Cada vez que conocemos a una persona que ha manifestado su intención de “querer desaparecer”, “no querer seguir viviendo” o nos enteramos de que “ha intentado quitarse la vida”, la experiencia genera un fuerte impacto. Para algunos, esta información resulta profundamente chocante; para otros, provoca incomodidad al no saber cómo actuar o responder; y, en muchos casos, despierta angustia por sentirse sobrepasados frente a una situación límite.
Al hablar de riesgo suicida o de suicidio, con frecuencia centramos la atención únicamente en quien realiza el acto, considerado el “actor principal” de los hechos. Sin embargo, rara vez se pone en el centro del análisis a sus familias y acompañantes, quienes también viven un proceso complejo y doloroso.
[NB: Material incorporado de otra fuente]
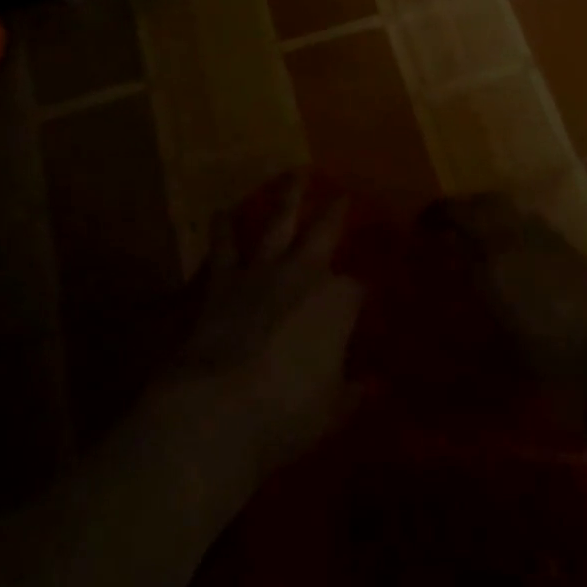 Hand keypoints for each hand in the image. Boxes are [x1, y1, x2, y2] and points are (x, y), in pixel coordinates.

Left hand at [173, 176, 363, 473]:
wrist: (218, 408)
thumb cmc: (287, 412)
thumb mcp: (330, 411)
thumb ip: (350, 393)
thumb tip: (368, 388)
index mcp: (337, 300)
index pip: (358, 288)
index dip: (364, 293)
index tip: (367, 297)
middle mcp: (302, 273)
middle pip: (324, 230)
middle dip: (335, 211)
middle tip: (342, 193)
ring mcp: (260, 271)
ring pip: (276, 222)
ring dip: (285, 197)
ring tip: (291, 173)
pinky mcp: (221, 281)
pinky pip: (223, 246)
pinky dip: (222, 228)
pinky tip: (220, 213)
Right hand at [424, 194, 586, 396]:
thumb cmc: (553, 369)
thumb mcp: (497, 358)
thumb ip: (462, 324)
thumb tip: (430, 316)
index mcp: (497, 257)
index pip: (459, 216)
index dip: (435, 216)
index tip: (418, 227)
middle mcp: (521, 238)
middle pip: (486, 202)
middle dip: (461, 208)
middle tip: (444, 227)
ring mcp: (550, 242)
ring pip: (511, 209)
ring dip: (488, 213)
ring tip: (474, 237)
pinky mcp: (572, 253)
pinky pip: (532, 224)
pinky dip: (512, 227)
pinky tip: (511, 255)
Las experiencias de quienes conviven con un ser querido en riesgo suicida nunca son sencillas. En ellos afloran múltiples emociones y sentimientos: angustia, incertidumbre, dolor, culpa, tristeza, rabia, miedo a perder a la persona, sensación de no estar haciendo lo suficiente, impotencia, desilusión o preocupación constante. Estos sentimientos se entremezclan y, desde su antagonismo, configuran un estado de confusión y abatimiento, pero también de profundo afecto hacia la persona en riesgo. Se trata de vivencias difíciles de procesar, que demandan al mismo tiempo contención emocional y racionalidad para afrontar la urgencia, la crisis o, en los casos más dolorosos, la muerte misma.
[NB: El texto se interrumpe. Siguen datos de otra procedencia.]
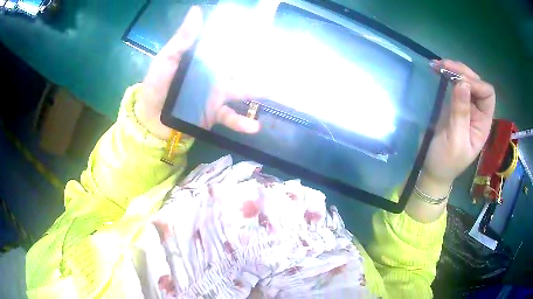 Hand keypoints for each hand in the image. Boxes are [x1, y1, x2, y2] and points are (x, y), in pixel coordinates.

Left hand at [135, 6, 260, 138]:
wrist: (151, 119)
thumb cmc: (156, 85)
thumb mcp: (167, 59)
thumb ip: (183, 39)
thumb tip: (196, 10)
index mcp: (204, 59)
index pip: (226, 44)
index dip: (243, 36)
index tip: (262, 25)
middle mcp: (214, 74)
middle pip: (240, 66)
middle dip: (258, 62)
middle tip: (280, 56)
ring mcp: (216, 95)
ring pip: (241, 90)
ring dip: (257, 91)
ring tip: (273, 90)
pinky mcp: (215, 113)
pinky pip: (231, 117)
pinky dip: (242, 122)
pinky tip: (254, 126)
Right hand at [421, 60, 495, 194]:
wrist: (433, 170)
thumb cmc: (446, 161)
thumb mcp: (455, 140)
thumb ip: (460, 113)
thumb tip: (463, 84)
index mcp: (483, 123)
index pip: (487, 95)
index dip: (476, 84)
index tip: (458, 82)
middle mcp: (478, 112)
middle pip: (477, 83)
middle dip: (462, 71)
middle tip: (443, 66)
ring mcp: (466, 106)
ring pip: (466, 80)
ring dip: (454, 69)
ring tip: (437, 65)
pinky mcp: (454, 104)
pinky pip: (455, 84)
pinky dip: (447, 74)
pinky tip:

Los familiares y acompañantes requieren enfrentar la emergencia inmediata, pero también necesitan espacios de apoyo para sí mismos. Se vuelve indispensable una red que los sostenga, conformada tanto por personas cercanas como por instituciones y profesionales capaces de brindar acompañamiento y orientación clara. Estas orientaciones incluyen medidas prácticas como retirar objetos potencialmente peligrosos, reconocer signos de crisis, organizar turnos de cuidado y actuar con prontitud frente a situaciones de riesgo.
Es igualmente importante reconocer el desgaste emocional y la sobrecarga de quienes cuidan. La vigilancia constante y el temor a una recaída generan tensión permanente, lo que hace necesario ofrecer instancias de autocuidado, apoyo psicológico y espacios de respiro. Cuidar al cuidador es, en última instancia, una forma indirecta pero esencial de cuidar a la persona en riesgo.
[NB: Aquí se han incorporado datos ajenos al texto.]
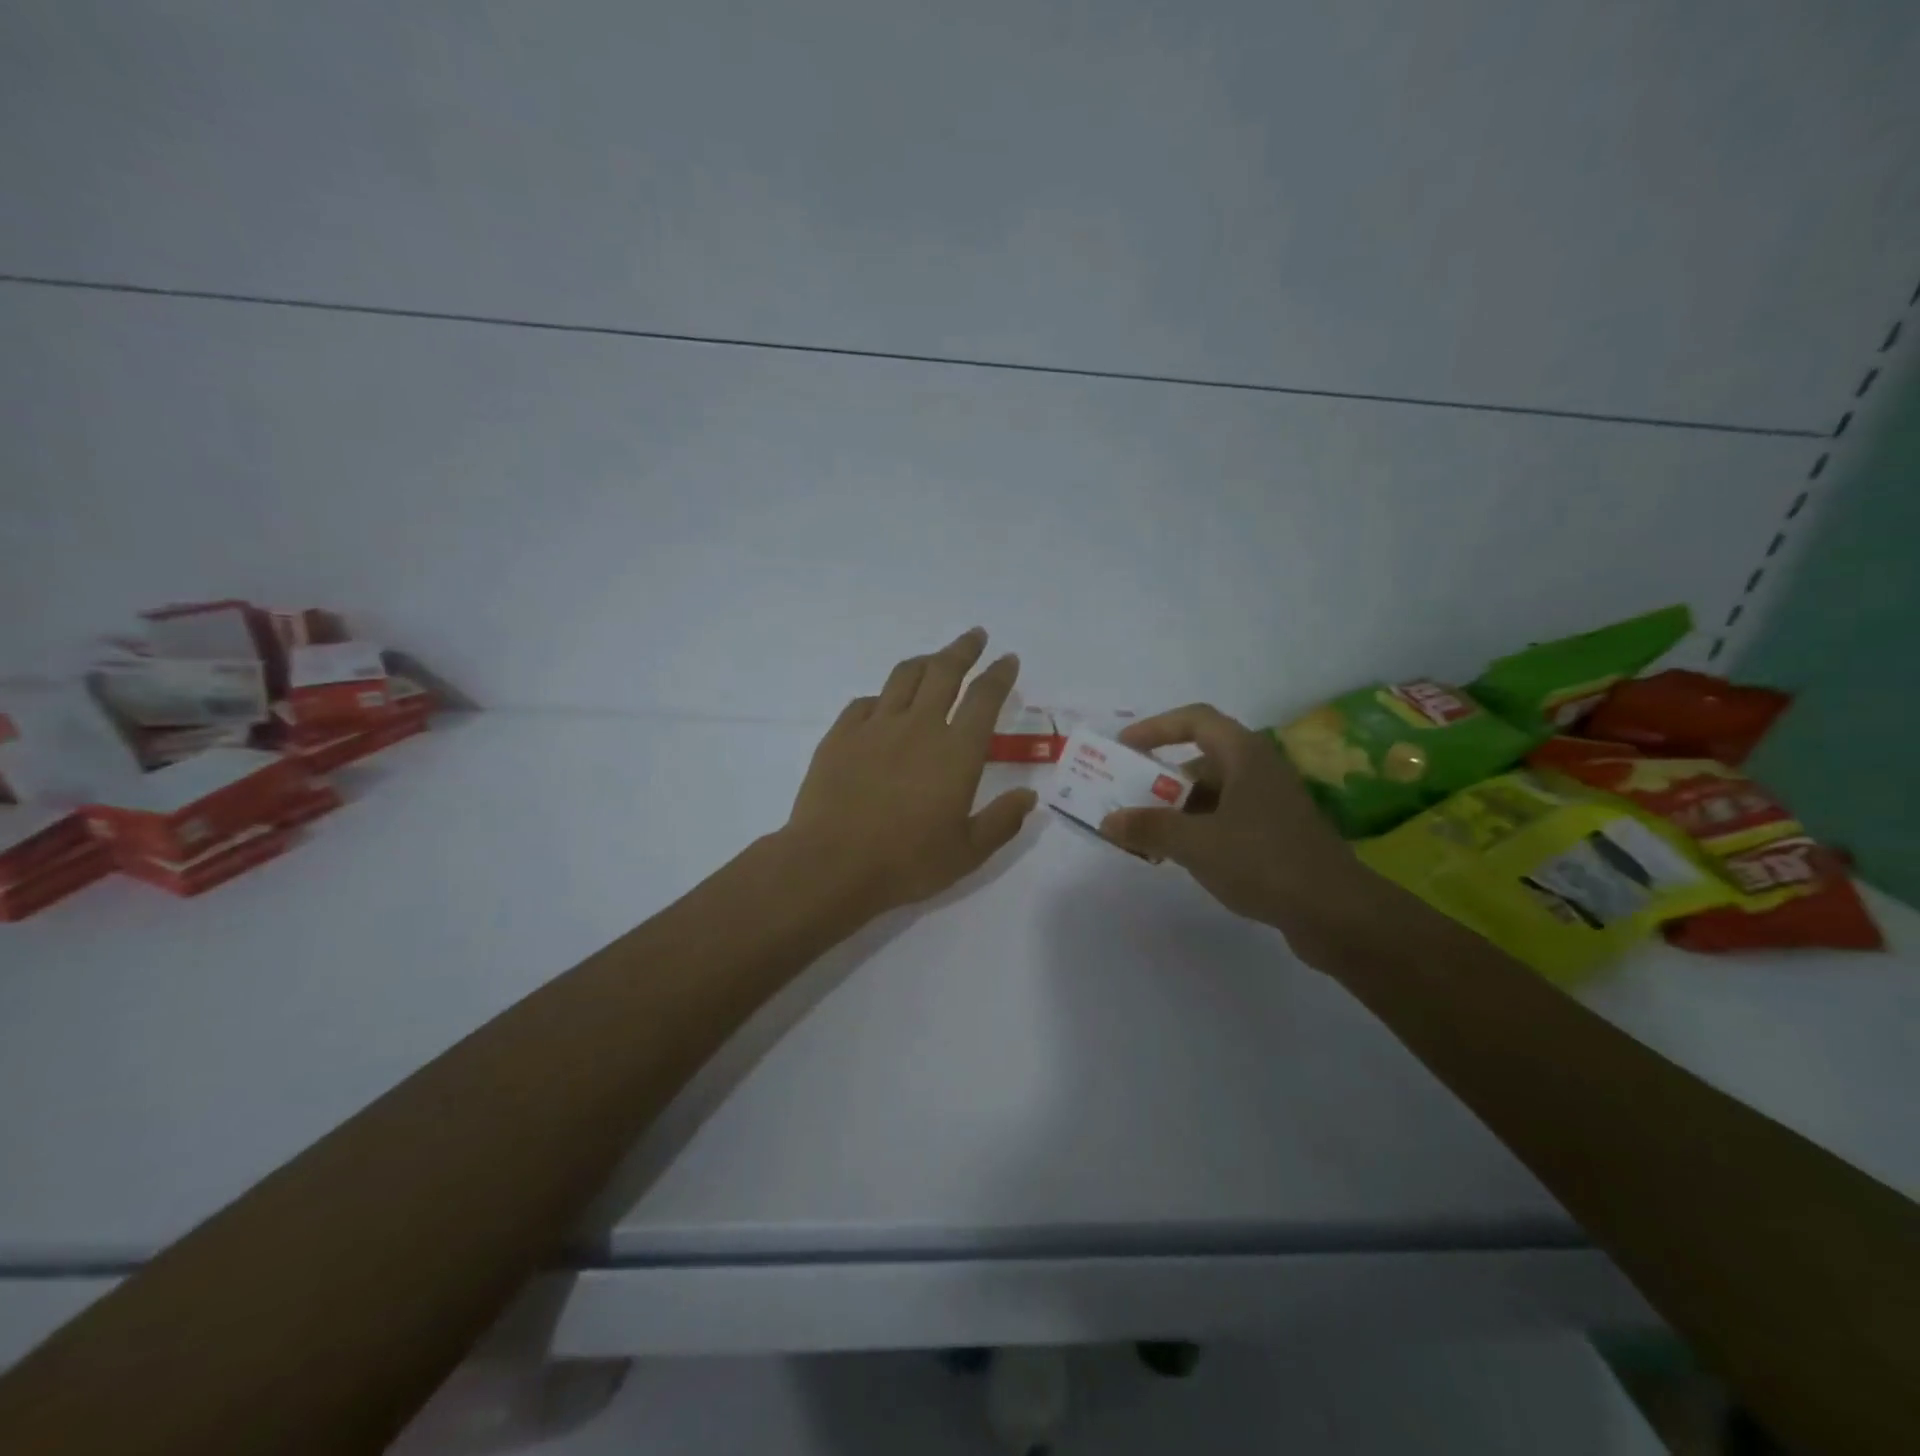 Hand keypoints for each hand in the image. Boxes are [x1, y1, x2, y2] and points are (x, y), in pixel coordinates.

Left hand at [784, 628, 1037, 916]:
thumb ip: (1002, 821)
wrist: (832, 864)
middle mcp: (919, 726)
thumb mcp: (967, 853)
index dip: (1000, 674)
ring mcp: (876, 726)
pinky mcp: (841, 734)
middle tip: (975, 636)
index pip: (985, 698)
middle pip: (945, 671)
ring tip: (935, 659)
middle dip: (964, 649)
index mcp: (956, 752)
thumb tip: (1029, 796)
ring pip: (904, 676)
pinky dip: (883, 696)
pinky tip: (884, 704)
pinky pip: (866, 701)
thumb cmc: (906, 862)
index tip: (1008, 660)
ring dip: (925, 661)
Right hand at [1099, 704, 1381, 962]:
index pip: (1195, 720)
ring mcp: (1271, 804)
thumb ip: (1149, 828)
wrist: (1337, 913)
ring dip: (1176, 809)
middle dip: (1160, 778)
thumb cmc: (1263, 861)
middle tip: (1126, 799)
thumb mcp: (1195, 843)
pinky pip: (1226, 820)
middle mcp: (1259, 770)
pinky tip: (1179, 857)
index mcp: (1244, 755)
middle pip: (1200, 760)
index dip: (1156, 727)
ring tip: (1144, 835)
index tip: (1123, 747)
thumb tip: (1109, 821)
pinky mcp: (1276, 835)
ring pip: (1212, 794)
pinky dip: (1198, 830)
El trabajo con el grupo familiar adquiere un rol central en este contexto. Favorecer la comunicación emocional, identificar factores de riesgo y conflictos presentes, y potenciar factores protectores fortalece los vínculos y disminuye el aislamiento. Como señala Linares (2002), “amando nos convertimos en personas amadas, pero hay un paso de crucial importancia que consiste en hacer que el otro se sienta amado” (p. 23).
A lo largo de la historia se han desarrollado diversas perspectivas explicativas del suicidio —psicológicas, psicoanalíticas, cognitivas, interpersonales y sociales—, que muestran su carácter multicausal. Esto obliga a ampliar la mirada: es de relevancia el trabajar en prevenir, también es indispensable intervenir posterior a los intentos, favoreciendo espacios de expresión emocional abierta, donde tanto la persona como su familia puedan hablar de lo ocurrido, del intento, del suicidio y de la muerte sin estigmas. Estos espacios permiten comprender con mayor profundidad el sentido de los actos, explorar los factores que los desencadenan y abrir posibilidades de reconstrucción vital.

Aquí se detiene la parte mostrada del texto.